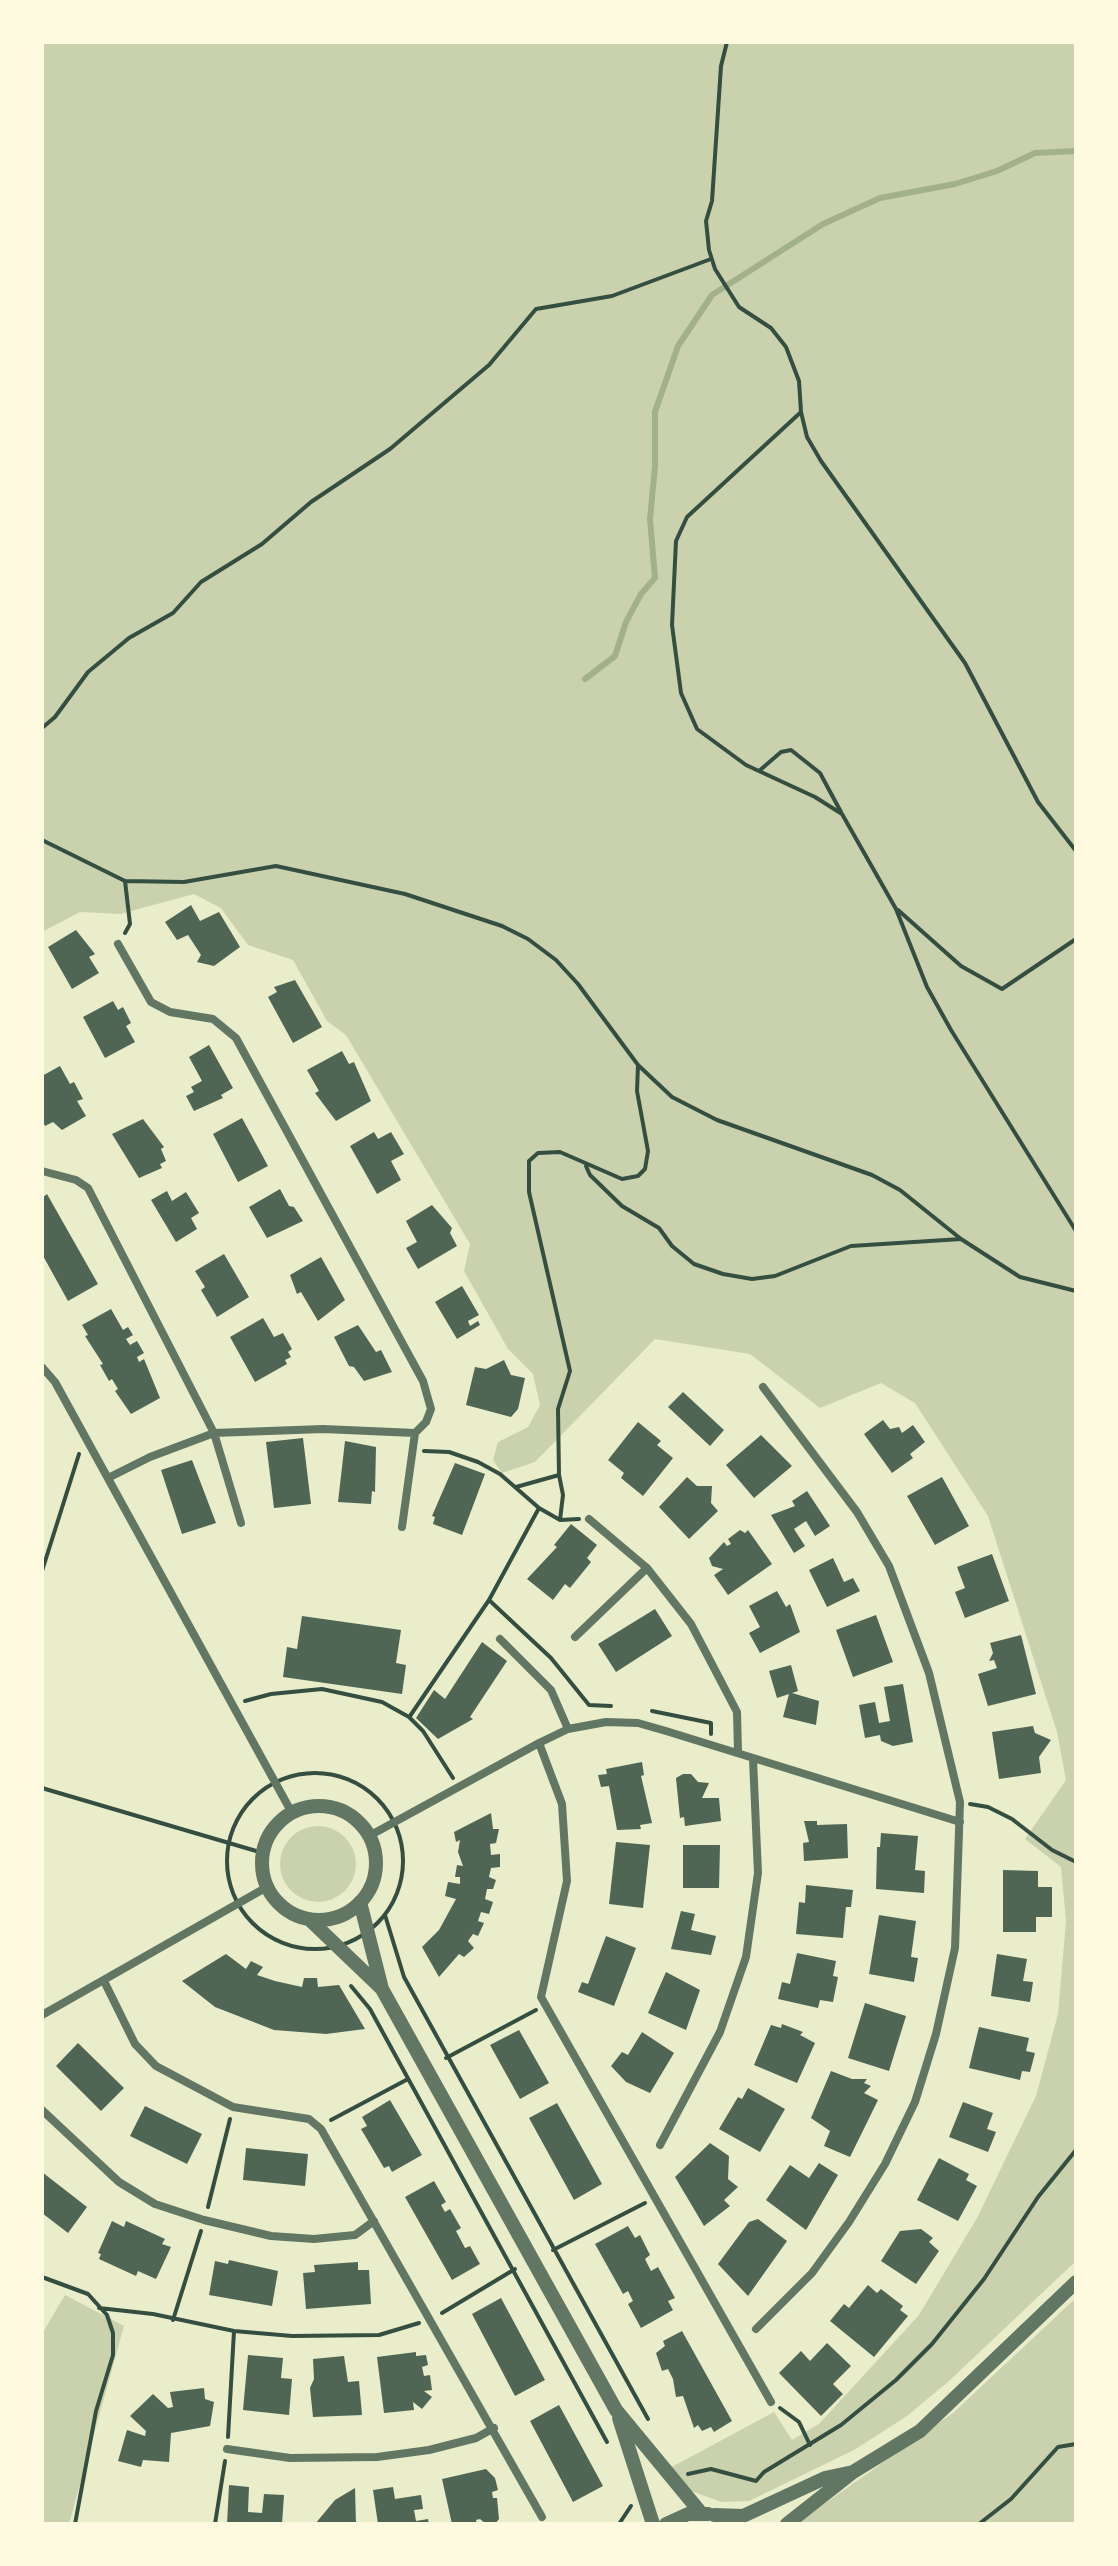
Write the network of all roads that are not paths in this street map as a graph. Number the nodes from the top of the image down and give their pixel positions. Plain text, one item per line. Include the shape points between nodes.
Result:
::::::::
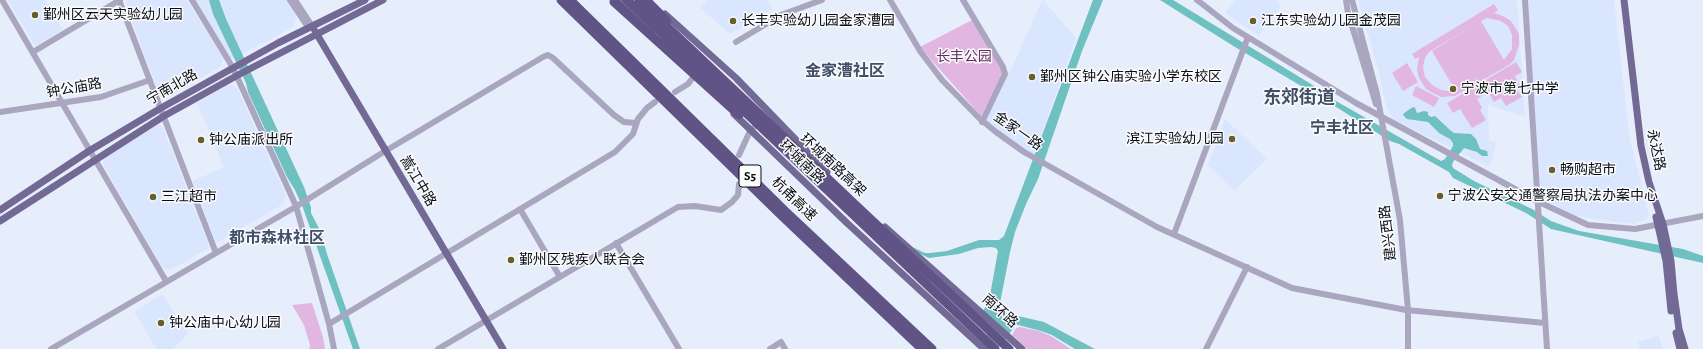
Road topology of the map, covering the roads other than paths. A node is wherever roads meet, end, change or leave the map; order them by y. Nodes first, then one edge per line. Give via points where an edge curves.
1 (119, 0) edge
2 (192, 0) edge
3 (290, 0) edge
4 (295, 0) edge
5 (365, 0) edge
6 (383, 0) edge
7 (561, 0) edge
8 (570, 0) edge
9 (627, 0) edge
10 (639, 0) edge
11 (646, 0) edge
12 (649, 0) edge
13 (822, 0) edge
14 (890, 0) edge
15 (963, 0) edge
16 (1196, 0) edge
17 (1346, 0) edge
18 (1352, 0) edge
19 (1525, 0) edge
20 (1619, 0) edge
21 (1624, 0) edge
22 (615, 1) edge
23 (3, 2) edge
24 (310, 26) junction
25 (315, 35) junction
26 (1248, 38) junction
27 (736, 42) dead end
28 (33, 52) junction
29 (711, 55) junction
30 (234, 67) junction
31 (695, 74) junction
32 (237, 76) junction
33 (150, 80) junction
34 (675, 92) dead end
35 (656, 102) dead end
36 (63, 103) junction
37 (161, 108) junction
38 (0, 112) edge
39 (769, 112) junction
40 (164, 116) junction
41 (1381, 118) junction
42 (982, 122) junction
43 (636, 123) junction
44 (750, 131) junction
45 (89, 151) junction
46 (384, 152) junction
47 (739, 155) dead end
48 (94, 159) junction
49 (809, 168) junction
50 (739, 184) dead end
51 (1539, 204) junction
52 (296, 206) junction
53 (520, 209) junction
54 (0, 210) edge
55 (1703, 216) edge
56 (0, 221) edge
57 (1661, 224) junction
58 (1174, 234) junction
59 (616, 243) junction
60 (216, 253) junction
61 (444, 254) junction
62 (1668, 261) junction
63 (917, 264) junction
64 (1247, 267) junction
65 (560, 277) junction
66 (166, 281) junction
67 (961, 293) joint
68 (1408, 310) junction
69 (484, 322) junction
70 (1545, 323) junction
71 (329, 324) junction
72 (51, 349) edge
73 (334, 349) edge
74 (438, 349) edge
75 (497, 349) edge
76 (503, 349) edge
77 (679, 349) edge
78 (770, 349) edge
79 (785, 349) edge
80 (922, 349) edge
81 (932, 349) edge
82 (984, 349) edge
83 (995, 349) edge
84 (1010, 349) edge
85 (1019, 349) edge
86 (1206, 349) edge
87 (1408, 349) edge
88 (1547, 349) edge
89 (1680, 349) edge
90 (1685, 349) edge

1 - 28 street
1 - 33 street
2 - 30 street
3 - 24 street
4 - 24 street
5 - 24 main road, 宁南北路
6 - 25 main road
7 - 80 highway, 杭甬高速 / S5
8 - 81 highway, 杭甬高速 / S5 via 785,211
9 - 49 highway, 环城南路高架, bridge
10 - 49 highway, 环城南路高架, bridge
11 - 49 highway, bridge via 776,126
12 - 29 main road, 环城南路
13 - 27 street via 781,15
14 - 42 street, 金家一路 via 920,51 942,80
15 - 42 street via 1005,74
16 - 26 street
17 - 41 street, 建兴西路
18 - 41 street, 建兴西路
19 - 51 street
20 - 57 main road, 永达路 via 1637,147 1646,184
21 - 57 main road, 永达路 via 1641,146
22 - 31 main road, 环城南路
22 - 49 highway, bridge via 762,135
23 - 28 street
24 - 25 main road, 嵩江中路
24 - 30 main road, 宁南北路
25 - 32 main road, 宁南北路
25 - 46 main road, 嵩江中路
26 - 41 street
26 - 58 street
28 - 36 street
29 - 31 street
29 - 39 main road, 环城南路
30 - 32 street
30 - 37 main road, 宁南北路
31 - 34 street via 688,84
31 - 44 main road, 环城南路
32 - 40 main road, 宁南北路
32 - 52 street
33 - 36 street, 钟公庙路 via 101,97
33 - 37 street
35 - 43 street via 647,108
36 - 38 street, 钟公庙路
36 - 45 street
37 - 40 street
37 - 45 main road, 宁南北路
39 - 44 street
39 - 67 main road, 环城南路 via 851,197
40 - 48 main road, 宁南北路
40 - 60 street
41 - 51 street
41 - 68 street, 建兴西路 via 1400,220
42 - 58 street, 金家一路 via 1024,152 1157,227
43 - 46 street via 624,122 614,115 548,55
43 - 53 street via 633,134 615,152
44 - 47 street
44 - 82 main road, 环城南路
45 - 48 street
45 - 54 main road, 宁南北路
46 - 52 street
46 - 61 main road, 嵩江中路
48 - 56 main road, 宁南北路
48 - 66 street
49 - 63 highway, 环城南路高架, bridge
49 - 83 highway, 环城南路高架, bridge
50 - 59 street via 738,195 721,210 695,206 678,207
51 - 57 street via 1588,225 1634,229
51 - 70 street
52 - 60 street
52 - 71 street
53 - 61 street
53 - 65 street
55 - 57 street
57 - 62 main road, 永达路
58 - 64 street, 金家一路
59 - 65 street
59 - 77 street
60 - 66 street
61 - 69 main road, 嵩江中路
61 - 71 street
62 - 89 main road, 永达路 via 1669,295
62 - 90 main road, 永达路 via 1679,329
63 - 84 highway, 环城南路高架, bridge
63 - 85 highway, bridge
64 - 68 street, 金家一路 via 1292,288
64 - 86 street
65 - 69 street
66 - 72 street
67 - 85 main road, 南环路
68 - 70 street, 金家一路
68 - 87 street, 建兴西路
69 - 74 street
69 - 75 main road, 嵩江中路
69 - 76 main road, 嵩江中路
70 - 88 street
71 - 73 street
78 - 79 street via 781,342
::::::::
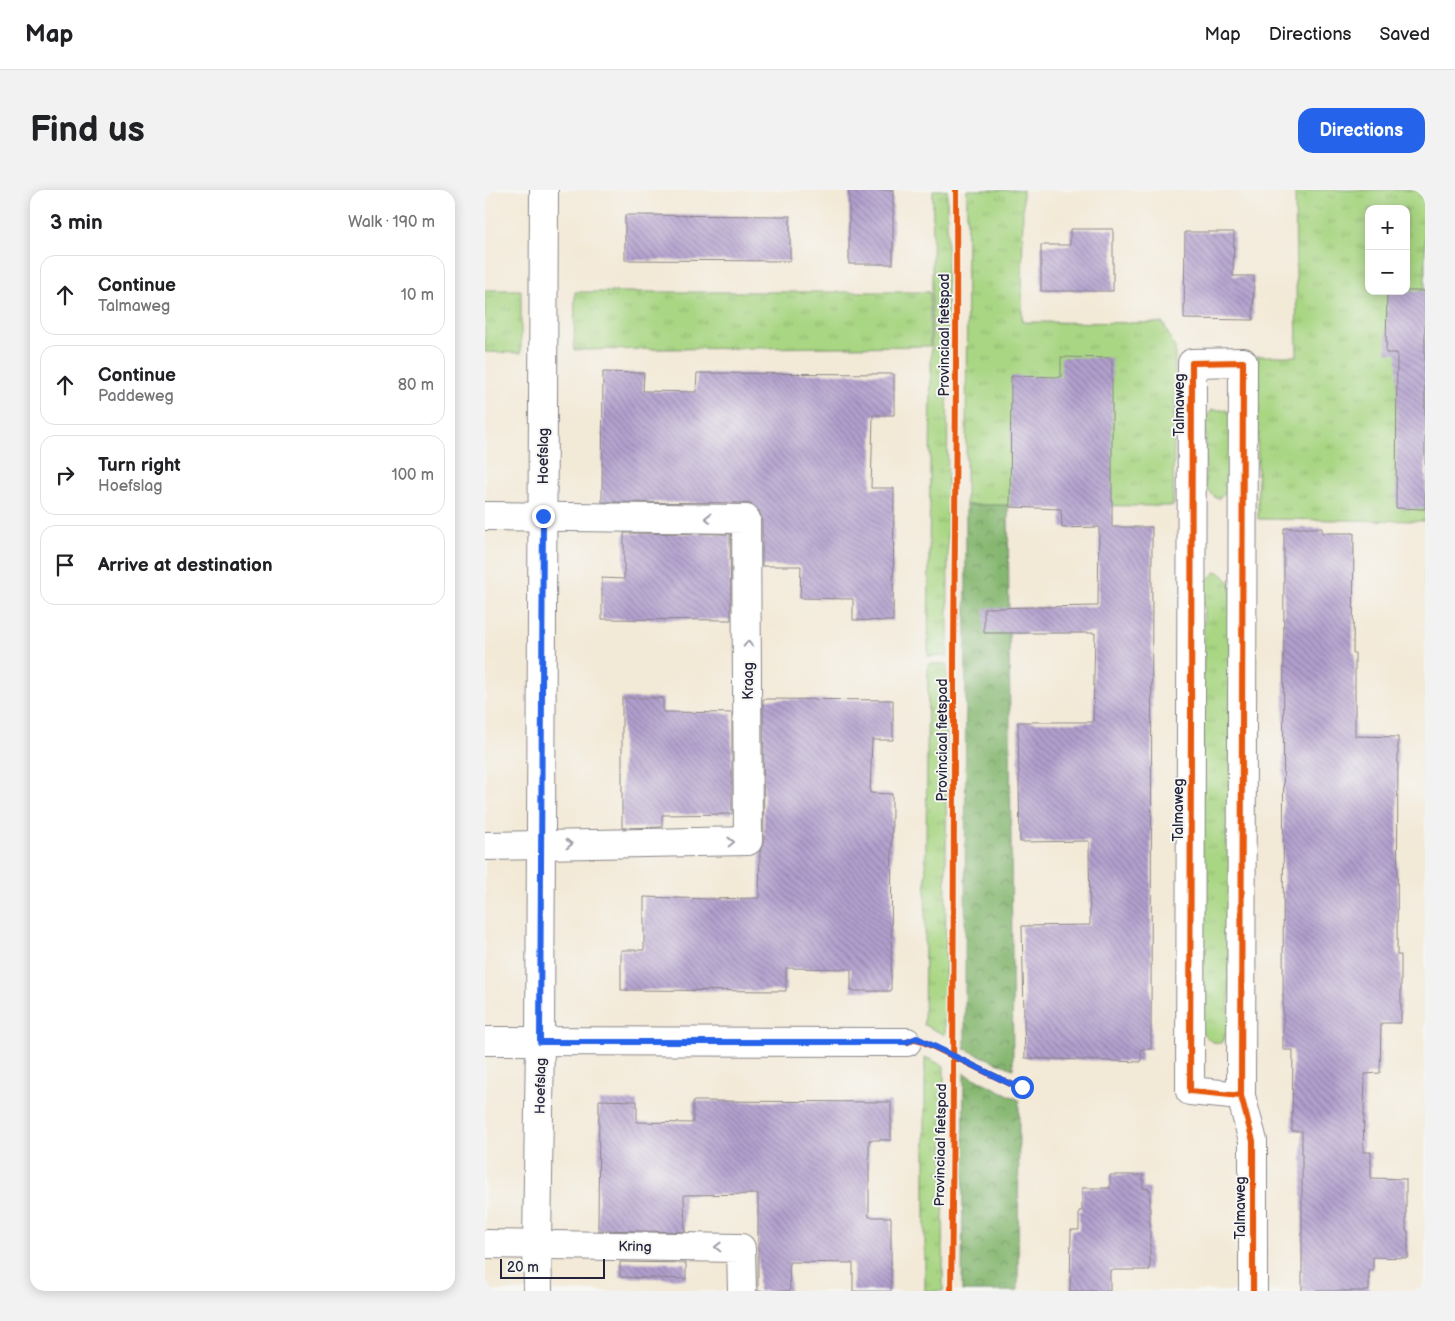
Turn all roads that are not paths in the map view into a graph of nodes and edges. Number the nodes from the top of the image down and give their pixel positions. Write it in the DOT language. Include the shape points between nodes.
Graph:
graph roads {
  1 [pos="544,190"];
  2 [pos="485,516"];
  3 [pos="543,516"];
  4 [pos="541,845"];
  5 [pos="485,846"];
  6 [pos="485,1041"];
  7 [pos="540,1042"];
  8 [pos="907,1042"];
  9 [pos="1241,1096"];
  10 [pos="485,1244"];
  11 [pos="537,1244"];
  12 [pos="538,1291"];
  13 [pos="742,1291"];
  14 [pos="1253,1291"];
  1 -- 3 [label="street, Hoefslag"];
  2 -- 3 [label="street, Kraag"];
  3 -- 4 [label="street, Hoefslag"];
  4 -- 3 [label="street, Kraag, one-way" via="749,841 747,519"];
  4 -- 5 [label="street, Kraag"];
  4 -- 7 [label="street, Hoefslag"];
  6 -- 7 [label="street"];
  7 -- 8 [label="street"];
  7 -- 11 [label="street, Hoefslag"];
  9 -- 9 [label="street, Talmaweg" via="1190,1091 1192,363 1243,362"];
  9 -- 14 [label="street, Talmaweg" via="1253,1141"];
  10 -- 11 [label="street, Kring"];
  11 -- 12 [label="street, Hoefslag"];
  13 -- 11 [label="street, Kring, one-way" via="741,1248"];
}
::::::::
Work request :: How many lines in these entries hold the string "Write"? Answer with the number alone.

Finished task :: 2